◆ Work order ◆
In the lines below, look for "roads". Copy each line where it appears.

"""

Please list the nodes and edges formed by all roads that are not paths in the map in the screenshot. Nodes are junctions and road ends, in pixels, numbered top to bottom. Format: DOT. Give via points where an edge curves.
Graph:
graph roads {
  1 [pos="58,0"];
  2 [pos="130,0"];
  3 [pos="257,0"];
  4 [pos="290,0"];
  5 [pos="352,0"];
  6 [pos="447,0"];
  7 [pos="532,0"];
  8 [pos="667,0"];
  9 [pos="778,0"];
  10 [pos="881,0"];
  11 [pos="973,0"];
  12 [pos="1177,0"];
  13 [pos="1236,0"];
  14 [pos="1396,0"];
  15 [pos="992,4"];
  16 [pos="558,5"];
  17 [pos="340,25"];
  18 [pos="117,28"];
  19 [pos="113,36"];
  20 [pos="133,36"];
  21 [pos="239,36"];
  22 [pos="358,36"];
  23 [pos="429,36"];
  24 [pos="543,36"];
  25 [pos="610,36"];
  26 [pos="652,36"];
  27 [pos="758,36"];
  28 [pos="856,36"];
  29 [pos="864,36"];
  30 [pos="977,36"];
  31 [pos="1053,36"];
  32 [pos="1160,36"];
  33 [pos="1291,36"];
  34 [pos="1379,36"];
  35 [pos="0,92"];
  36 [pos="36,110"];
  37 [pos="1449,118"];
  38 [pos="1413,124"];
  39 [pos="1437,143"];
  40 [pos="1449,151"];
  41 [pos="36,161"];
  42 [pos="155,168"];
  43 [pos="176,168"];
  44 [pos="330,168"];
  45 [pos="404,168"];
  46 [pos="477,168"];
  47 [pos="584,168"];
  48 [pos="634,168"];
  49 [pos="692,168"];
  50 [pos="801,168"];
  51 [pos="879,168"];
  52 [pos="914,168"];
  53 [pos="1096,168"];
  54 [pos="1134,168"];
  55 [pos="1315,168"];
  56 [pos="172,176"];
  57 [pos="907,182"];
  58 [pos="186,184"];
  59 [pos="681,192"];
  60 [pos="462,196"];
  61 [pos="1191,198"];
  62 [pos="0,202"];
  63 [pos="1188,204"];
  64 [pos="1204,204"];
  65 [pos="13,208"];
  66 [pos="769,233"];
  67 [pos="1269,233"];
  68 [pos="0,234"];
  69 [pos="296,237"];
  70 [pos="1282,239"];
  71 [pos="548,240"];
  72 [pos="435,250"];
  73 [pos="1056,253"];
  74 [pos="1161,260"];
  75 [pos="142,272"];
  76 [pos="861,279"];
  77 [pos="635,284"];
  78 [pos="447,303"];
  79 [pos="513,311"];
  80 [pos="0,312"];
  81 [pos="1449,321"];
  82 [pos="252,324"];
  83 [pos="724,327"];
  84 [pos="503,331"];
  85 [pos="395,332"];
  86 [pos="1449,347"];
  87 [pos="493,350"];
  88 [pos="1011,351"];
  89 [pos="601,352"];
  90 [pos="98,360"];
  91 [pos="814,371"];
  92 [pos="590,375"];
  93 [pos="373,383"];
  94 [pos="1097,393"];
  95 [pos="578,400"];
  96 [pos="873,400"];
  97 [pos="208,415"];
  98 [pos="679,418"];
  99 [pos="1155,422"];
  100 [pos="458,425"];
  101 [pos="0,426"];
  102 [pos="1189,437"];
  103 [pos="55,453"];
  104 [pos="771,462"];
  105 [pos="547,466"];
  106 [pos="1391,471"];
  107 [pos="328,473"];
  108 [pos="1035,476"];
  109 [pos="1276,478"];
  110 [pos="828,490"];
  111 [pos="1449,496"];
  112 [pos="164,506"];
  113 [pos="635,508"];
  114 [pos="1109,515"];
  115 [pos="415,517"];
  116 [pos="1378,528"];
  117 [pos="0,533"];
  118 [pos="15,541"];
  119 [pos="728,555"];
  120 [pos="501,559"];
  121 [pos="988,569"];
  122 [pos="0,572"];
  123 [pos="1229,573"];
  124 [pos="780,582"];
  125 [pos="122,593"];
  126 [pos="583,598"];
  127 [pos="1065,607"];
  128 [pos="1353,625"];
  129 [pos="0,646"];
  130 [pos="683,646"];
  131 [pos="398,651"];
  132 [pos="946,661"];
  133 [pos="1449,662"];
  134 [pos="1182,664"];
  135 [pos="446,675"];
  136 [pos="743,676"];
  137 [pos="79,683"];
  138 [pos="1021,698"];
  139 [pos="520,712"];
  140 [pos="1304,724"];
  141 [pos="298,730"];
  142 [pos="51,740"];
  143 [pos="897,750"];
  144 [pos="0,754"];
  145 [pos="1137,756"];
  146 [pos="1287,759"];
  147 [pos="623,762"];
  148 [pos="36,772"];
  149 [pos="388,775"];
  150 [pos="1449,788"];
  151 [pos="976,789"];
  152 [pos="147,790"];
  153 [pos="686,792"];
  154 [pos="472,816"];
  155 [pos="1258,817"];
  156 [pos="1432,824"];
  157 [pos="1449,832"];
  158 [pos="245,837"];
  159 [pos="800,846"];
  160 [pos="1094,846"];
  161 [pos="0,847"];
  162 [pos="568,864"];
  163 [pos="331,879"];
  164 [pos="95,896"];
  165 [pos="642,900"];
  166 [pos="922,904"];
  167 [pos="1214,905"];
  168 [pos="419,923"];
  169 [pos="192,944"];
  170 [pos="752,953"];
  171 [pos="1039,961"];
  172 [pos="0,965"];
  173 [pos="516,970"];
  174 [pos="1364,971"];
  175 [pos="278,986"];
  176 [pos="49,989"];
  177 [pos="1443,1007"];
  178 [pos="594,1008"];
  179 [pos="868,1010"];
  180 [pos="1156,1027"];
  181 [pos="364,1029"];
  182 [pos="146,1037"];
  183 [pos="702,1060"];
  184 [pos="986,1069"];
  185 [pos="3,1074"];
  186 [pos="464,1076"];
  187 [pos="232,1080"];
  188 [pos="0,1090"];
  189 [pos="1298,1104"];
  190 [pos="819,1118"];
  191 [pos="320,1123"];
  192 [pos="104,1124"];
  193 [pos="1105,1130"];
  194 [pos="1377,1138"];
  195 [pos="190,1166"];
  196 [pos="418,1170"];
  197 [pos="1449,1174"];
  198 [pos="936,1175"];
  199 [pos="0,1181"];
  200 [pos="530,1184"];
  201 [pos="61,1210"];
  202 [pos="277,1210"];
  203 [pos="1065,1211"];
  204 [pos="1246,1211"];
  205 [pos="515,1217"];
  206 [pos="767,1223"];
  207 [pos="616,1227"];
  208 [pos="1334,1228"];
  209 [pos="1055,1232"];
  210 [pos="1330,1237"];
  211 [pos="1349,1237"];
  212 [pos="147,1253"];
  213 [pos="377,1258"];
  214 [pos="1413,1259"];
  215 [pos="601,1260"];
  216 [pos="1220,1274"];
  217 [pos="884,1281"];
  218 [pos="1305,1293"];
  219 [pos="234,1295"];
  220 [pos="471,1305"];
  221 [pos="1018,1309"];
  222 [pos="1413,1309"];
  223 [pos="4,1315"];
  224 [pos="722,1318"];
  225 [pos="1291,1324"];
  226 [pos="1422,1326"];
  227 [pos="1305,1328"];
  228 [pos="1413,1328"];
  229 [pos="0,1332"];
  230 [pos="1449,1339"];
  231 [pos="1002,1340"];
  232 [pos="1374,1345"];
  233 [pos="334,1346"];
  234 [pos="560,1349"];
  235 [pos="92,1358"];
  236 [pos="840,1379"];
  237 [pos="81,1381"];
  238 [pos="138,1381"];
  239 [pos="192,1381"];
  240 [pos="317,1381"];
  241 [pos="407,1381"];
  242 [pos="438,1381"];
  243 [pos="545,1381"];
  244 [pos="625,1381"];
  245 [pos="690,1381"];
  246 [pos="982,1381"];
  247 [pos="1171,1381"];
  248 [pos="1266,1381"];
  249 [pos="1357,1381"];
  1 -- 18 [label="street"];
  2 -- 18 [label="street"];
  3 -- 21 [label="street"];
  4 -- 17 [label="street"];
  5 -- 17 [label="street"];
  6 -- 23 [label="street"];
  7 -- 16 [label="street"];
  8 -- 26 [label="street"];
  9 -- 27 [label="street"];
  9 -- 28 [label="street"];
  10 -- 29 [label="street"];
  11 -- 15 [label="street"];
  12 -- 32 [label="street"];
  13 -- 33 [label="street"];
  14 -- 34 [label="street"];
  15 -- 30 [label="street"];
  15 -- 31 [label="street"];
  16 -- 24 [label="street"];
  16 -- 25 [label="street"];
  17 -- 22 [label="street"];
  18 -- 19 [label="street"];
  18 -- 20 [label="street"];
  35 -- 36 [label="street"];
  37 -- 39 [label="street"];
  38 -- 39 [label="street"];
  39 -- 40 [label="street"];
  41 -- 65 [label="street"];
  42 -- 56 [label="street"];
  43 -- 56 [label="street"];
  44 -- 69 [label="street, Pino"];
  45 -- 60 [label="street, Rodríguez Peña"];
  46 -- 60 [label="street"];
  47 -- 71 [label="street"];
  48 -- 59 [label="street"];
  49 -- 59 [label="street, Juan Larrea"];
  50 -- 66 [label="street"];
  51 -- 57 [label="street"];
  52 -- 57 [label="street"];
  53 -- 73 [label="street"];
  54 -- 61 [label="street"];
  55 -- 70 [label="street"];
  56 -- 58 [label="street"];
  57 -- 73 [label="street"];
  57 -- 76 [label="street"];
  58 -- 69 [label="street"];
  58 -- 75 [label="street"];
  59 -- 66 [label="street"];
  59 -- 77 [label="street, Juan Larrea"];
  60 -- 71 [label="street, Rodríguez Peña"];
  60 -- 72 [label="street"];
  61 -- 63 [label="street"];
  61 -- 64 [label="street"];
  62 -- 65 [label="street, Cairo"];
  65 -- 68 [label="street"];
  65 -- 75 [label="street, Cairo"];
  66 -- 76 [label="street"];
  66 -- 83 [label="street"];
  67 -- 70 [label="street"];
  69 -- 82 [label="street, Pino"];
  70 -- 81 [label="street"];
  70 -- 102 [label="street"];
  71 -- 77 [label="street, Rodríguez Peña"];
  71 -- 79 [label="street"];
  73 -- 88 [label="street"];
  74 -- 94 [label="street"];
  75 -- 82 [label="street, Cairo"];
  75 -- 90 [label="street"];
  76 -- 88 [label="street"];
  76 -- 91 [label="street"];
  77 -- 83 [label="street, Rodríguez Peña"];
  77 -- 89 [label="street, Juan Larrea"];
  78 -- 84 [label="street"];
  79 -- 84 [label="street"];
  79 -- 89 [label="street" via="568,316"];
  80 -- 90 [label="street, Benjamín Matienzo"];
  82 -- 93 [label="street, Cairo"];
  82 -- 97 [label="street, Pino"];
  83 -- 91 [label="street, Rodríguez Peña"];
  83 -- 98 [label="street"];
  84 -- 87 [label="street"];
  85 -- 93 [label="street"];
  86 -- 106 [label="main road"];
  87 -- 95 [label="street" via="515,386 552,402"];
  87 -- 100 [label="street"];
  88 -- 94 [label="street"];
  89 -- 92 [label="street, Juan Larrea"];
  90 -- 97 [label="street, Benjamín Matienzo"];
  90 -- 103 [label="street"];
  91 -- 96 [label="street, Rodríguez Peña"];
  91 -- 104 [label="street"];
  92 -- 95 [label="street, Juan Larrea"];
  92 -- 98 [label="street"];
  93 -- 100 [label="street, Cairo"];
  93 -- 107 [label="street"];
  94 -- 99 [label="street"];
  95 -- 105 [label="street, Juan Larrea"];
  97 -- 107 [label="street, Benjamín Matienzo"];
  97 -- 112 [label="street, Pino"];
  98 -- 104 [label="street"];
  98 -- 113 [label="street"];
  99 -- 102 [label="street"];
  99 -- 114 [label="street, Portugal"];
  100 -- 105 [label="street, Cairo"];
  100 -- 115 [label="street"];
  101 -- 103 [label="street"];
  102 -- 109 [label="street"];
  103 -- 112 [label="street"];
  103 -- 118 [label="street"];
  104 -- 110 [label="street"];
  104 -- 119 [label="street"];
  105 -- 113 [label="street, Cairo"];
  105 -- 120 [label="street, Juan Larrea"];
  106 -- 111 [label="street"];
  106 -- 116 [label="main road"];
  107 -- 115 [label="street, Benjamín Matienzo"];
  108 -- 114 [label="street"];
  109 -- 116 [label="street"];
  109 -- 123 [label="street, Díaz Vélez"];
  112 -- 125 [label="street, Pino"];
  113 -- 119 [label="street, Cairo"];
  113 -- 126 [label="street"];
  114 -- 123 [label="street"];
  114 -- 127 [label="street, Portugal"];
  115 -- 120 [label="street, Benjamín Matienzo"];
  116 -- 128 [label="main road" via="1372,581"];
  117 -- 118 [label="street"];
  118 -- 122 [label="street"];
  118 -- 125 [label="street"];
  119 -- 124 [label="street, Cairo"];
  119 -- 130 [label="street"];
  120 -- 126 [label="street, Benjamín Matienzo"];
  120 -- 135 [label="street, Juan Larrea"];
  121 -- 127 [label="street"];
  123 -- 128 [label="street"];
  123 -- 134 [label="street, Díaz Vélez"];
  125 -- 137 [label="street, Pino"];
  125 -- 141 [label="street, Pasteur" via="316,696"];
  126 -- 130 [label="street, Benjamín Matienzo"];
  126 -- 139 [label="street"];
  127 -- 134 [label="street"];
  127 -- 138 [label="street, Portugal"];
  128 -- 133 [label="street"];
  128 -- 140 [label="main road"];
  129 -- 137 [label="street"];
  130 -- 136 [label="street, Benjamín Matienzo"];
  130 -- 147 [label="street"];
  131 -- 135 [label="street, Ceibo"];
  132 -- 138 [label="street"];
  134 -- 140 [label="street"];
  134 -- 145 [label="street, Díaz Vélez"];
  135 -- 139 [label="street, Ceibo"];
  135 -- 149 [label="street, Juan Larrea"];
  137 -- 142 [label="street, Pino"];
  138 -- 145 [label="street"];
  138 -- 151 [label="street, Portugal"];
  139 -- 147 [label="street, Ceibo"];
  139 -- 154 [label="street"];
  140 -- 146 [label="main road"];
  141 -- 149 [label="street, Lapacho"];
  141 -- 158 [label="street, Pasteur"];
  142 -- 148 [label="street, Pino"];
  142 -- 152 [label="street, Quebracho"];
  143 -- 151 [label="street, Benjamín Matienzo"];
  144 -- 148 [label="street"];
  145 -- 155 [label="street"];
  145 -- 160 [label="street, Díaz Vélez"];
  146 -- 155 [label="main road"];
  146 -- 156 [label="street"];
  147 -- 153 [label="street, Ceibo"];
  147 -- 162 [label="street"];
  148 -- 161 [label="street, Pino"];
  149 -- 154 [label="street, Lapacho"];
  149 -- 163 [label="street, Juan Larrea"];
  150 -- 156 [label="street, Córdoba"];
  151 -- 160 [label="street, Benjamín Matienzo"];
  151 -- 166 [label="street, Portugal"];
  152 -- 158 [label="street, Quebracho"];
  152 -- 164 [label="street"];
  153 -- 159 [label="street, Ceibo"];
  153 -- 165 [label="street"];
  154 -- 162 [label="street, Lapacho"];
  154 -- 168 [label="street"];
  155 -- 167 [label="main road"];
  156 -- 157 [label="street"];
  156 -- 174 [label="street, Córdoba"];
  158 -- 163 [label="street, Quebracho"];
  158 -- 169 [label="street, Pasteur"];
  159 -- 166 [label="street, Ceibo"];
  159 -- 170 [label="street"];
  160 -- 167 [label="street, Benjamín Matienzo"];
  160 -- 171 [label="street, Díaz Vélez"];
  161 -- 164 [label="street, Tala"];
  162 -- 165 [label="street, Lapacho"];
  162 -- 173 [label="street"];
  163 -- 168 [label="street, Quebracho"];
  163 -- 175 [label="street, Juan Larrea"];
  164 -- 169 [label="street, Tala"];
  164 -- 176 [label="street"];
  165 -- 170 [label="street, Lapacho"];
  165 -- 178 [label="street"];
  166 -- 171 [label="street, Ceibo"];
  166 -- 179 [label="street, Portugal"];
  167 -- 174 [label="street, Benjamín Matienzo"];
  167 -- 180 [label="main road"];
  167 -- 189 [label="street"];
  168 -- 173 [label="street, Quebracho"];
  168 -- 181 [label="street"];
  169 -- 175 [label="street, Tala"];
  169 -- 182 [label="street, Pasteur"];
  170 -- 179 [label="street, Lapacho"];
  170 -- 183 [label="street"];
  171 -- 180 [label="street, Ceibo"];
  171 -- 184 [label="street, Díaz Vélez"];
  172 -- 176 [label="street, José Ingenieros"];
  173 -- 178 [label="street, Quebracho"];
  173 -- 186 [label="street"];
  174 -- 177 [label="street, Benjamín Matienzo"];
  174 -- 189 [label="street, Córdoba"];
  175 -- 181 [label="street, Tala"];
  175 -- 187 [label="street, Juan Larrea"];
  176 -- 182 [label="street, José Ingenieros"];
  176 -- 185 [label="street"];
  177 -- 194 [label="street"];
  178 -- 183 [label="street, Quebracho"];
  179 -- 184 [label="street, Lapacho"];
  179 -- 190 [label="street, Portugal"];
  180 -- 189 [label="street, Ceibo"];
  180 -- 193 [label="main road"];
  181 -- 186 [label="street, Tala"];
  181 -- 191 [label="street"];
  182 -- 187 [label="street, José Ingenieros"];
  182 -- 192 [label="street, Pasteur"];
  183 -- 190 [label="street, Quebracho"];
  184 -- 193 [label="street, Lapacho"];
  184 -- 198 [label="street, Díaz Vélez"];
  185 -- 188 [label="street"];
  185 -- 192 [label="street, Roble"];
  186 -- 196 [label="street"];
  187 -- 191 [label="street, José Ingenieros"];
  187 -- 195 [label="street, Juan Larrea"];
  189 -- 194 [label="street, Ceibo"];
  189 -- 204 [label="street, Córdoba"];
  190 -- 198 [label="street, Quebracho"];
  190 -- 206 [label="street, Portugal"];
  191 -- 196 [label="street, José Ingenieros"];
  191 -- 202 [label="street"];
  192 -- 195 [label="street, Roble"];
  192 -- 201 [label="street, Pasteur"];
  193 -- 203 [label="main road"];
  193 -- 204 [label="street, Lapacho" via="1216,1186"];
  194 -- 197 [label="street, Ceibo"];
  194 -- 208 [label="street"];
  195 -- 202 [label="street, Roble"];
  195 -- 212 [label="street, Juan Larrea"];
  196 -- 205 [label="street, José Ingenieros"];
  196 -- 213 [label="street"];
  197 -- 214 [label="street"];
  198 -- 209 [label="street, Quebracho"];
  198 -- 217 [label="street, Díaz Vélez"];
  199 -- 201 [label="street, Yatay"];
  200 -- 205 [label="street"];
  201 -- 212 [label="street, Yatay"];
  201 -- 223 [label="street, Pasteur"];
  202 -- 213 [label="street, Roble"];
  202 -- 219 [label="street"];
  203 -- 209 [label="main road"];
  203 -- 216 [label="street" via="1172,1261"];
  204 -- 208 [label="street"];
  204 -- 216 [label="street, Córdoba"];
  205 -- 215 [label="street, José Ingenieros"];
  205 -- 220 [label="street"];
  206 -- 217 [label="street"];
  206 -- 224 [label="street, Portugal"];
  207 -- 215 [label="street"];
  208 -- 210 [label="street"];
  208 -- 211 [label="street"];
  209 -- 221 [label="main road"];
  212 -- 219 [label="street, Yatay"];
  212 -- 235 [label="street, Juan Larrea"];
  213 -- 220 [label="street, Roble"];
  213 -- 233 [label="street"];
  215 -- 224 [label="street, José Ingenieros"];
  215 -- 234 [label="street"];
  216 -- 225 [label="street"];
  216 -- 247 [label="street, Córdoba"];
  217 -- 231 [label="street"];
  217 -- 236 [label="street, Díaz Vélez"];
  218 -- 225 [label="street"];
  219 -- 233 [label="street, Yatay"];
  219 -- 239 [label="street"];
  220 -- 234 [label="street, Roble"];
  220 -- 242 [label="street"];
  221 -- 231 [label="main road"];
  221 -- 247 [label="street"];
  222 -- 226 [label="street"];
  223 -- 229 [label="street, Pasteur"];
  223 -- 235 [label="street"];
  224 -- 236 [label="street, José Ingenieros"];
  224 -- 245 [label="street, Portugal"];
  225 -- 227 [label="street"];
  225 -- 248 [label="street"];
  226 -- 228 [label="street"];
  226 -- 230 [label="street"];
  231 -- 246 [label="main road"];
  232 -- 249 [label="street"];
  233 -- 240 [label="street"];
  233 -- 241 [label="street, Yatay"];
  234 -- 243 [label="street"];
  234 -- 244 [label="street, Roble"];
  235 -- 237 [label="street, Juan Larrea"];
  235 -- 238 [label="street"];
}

"""

◆ Output of the exercise ◆
Please list the nodes and edges formed by all roads that are not paths in the map in the screenshot. Nodes are junctions and road ends, in pixels, numbered top to bottom. Format: DOT. Give via points where an edge curves.
graph roads {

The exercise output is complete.